International Training Conference
NASHVILLE, TENN. July 18, 2007
Good morning. For 24 years the D.A.R.E. program has set the standard for drug education programs. Your work, and that of your colleagues around the world, has given millions of our children the knowledge and the tools they need to protect themselves against the dangers of drugs and gangs. Protecting our children is important to me as a father and as Attorney General. I appreciate the important role you play in bridging the gap between law enforcement and the young people we need to reach. And as a parent of two young boys, I appreciate the hard work all of you do to help keep our kids safe. I'd like to talk with you today about two things that are priorities for the Department of Justice, and that I know are important to you as well: protecting our children from violent gangs and from the threat of methamphetamine abuse.

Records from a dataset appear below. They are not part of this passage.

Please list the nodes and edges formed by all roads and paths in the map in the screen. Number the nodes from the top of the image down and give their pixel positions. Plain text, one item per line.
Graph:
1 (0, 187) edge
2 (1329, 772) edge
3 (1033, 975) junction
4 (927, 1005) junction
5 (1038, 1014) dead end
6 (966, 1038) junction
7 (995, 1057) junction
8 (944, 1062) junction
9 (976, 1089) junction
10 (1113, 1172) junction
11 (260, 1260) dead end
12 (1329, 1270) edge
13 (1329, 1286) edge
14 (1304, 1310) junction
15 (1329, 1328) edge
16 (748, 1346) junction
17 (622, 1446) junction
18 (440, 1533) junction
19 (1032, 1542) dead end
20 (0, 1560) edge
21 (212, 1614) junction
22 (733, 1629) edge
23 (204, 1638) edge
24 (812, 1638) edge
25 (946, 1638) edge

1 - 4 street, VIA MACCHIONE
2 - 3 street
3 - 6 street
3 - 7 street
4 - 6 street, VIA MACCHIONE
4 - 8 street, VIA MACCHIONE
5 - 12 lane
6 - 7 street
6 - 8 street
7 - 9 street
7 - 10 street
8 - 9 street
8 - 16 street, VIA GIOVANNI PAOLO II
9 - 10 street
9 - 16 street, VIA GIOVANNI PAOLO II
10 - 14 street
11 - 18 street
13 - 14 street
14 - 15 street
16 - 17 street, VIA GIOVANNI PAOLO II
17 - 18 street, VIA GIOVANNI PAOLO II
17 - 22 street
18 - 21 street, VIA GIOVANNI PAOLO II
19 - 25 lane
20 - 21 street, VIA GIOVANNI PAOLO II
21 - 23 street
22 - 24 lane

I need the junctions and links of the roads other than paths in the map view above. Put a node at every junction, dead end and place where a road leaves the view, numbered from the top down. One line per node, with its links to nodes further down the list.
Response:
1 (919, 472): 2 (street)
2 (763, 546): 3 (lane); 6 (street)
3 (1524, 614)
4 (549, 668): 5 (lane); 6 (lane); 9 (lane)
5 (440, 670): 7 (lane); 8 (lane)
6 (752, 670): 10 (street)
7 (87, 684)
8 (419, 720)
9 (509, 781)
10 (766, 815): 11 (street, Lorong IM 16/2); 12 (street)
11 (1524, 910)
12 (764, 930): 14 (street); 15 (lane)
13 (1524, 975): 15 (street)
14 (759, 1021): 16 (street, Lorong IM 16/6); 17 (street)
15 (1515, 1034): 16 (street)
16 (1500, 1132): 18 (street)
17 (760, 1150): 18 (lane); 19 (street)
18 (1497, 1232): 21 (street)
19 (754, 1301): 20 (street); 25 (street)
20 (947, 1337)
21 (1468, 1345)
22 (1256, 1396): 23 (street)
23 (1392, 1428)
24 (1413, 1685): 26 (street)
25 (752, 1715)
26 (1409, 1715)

Of course, much of what we do at the Department addresses these issues from an enforcement angle. But just like you, we also have a very strong prevention element, and we are working very hard not just to lock people up, but to reduce the numbers of children joining gangs and using drugs. I grew up poor in a blue collar neighborhood that had little but hopes and dreams. All of our children should be focused on the pursuit of the American dream. But that is hard to do if you live in fear and grow up in neighborhoods plagued by gang violence. We know that America has a gang problem. We estimate that about 30,000 violent gangs, with 800,000 members, operate in the U.S. today. It is clear to me that removing the scourge of gang violence from America’s neighborhoods requires an integrated, comprehensive approach that uses partnerships with both law enforcement and community-service groups. This is exactly the kind of partnership that D.A.R.E. has so successfully established in schools and communities across the country and the world.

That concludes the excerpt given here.